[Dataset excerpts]
Start of Block

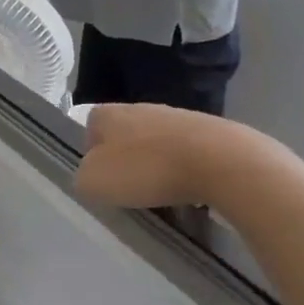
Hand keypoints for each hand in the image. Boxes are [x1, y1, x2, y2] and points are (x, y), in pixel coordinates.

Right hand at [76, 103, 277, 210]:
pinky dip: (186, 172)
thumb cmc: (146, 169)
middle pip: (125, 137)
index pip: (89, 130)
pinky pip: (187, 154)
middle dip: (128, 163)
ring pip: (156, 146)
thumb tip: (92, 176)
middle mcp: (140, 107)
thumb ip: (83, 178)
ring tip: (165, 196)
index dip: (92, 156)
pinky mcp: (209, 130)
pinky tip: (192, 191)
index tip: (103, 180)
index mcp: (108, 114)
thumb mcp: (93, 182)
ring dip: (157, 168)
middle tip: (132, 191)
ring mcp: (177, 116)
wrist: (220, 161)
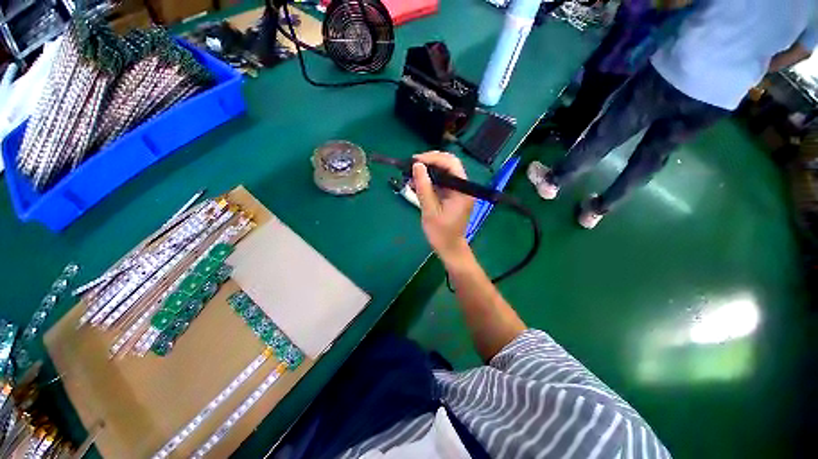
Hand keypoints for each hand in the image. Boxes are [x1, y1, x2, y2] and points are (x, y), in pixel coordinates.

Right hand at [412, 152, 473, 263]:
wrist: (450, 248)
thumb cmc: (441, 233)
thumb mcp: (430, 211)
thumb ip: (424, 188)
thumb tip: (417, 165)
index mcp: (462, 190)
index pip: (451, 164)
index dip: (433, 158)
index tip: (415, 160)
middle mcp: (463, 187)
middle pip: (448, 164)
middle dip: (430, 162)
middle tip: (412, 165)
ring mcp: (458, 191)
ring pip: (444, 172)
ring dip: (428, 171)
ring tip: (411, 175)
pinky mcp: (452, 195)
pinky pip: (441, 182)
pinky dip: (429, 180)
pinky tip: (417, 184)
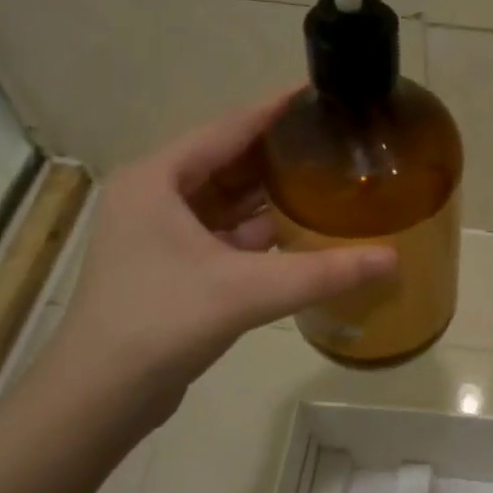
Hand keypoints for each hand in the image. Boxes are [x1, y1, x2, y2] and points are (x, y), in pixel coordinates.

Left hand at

End of Block
Start of Block

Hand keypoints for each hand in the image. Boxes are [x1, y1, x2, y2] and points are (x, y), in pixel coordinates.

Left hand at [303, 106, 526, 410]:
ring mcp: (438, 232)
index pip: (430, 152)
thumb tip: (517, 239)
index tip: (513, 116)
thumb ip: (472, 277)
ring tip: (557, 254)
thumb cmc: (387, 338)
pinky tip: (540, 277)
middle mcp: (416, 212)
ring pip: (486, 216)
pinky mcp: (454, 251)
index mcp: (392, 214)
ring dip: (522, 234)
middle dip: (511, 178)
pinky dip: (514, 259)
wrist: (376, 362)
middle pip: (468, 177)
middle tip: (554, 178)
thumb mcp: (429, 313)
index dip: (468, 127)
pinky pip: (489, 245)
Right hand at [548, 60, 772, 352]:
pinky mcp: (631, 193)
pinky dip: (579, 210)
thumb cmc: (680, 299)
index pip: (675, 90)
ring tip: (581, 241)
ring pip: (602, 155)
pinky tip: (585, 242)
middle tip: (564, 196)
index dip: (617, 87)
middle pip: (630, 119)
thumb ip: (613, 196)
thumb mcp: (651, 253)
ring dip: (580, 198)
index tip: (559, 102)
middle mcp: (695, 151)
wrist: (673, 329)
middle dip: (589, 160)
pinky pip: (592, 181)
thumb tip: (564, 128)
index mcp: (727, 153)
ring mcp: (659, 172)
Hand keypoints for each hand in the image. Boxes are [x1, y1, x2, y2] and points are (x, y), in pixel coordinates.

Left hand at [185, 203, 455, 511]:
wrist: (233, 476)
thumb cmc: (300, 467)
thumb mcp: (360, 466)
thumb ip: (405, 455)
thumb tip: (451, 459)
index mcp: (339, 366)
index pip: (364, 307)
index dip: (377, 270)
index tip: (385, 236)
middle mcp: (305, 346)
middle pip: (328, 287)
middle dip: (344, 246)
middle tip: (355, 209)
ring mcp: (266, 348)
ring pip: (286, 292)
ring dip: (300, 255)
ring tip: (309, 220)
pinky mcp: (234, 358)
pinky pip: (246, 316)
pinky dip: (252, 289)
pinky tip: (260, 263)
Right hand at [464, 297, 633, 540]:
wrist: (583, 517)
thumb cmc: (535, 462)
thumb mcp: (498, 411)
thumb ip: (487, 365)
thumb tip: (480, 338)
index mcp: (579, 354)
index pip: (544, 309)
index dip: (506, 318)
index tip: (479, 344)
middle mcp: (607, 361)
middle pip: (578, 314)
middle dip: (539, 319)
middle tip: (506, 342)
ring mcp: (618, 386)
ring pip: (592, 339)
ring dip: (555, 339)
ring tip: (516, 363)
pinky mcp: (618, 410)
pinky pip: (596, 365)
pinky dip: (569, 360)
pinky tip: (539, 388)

End of Block
Start of Block

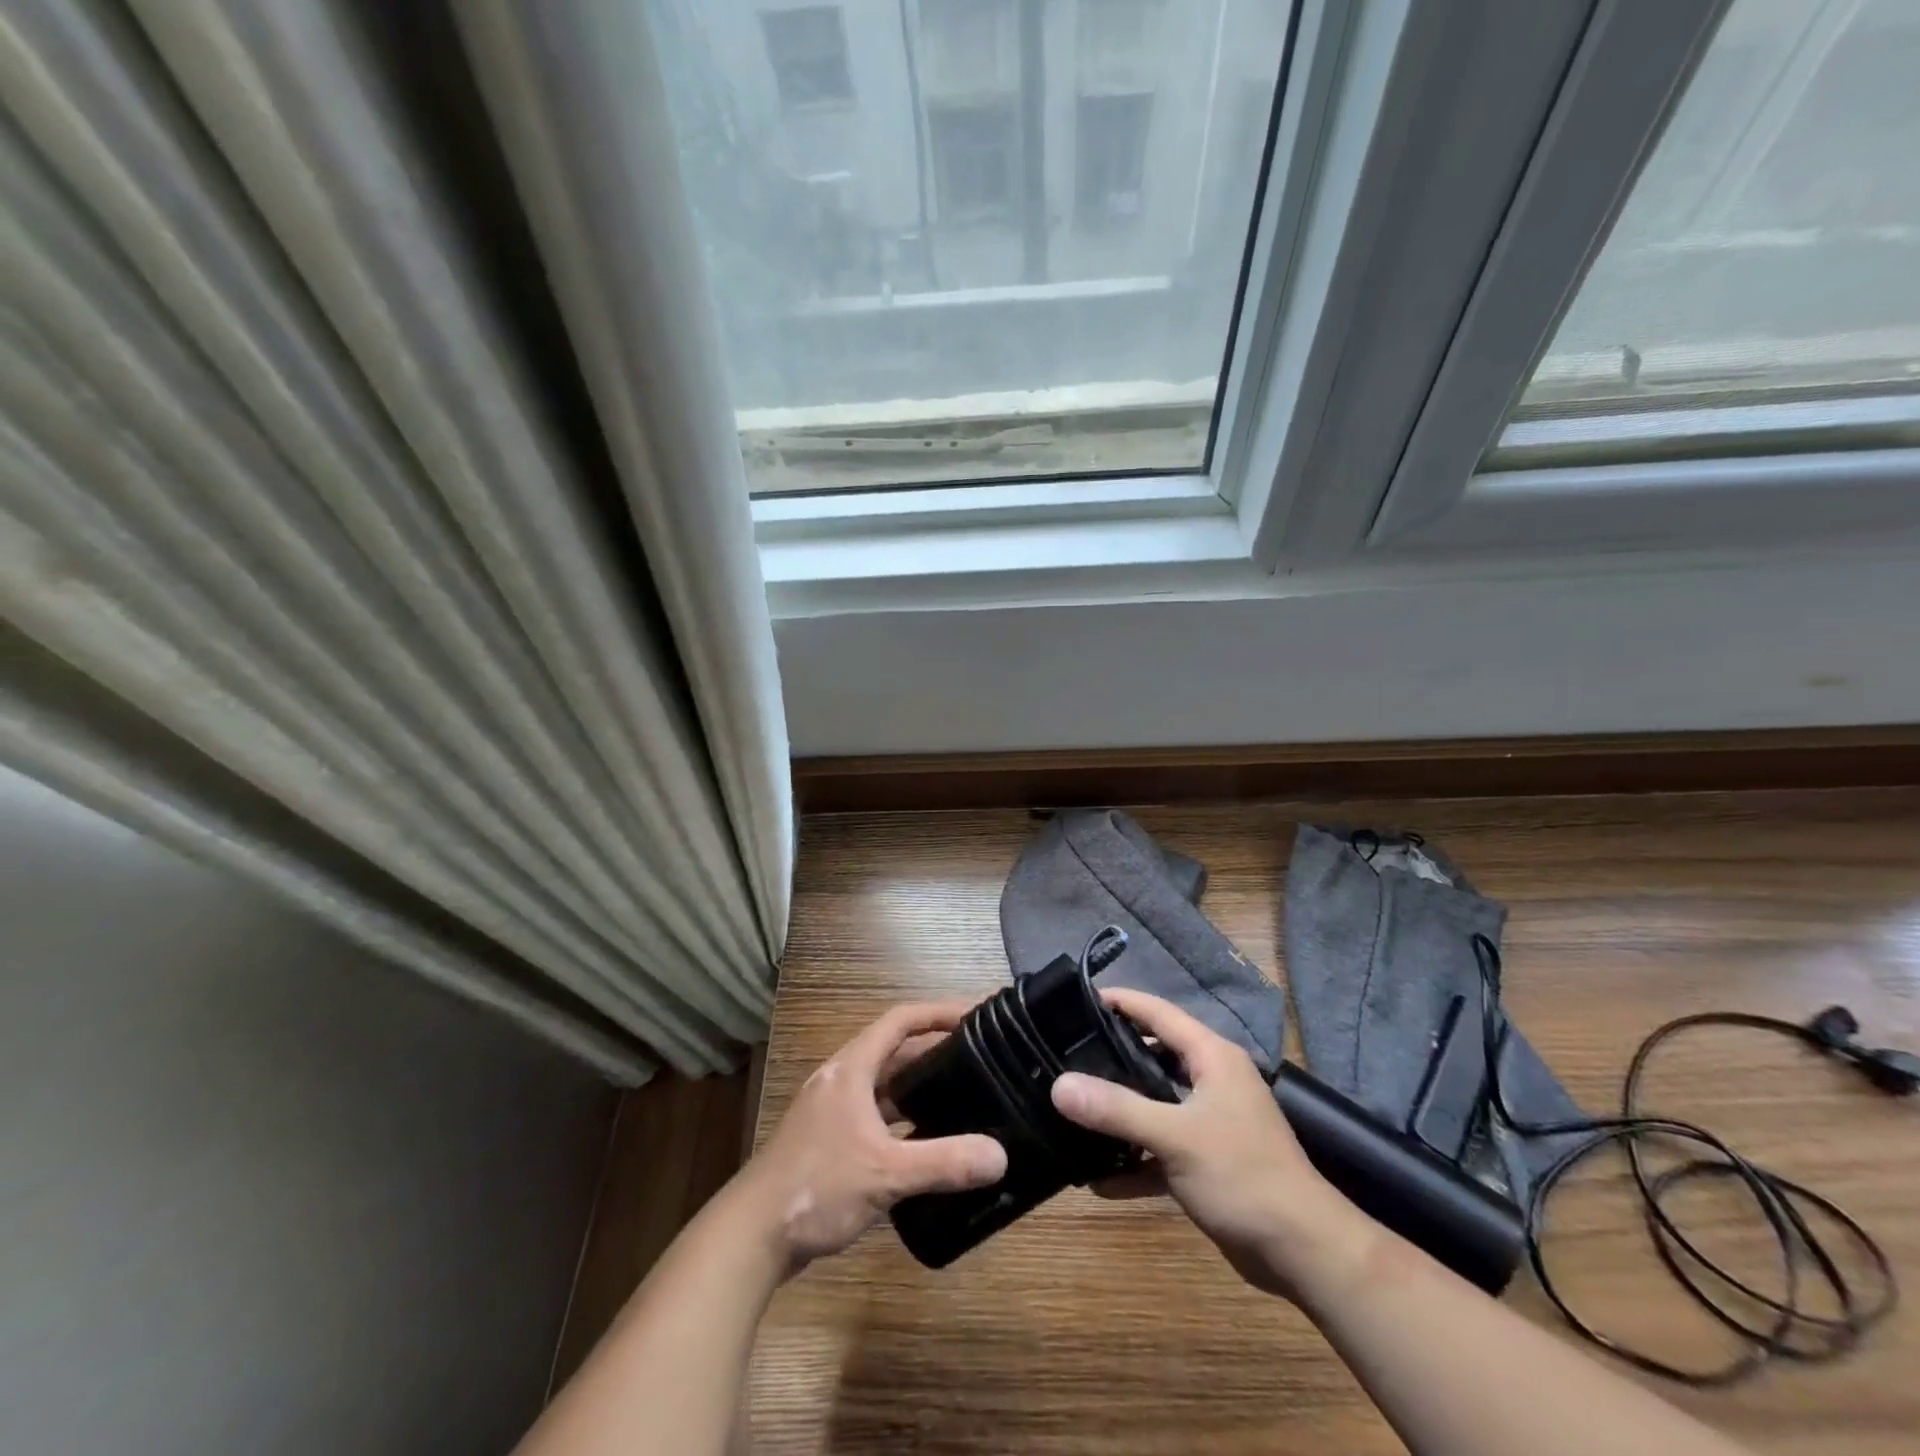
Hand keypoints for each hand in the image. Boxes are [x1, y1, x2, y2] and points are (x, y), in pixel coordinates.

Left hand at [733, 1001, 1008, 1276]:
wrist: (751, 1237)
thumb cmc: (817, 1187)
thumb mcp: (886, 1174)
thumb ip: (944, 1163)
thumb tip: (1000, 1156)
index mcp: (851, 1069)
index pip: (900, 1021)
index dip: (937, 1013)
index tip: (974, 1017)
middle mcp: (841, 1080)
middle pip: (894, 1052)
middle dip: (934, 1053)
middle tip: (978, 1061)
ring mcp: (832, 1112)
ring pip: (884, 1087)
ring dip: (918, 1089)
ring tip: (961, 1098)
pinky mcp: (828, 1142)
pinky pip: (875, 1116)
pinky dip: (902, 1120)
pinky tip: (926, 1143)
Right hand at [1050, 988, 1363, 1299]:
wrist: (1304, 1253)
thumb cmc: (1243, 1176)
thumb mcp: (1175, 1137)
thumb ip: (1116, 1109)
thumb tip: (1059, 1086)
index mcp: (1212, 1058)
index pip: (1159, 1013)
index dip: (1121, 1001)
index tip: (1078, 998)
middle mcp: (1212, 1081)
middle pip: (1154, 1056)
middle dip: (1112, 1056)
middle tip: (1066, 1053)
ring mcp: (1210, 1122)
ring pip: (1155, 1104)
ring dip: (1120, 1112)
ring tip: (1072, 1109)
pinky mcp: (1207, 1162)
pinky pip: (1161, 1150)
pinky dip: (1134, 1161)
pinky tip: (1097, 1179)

End of Block

- TASK REQUIREMENTS: Using the data above, reproduce exactly the lines between those holding "ring dip: (1120, 1112)" and "pinky tip: (1097, 1179)", inclusive, and no others.

- SOLUTION TO THE EXERCISE:
ring dip: (1120, 1112)
ring tip: (1072, 1109)
pinky mcp: (1207, 1162)
pinky pip: (1161, 1150)
pinky dip: (1134, 1161)
pinky tip: (1097, 1179)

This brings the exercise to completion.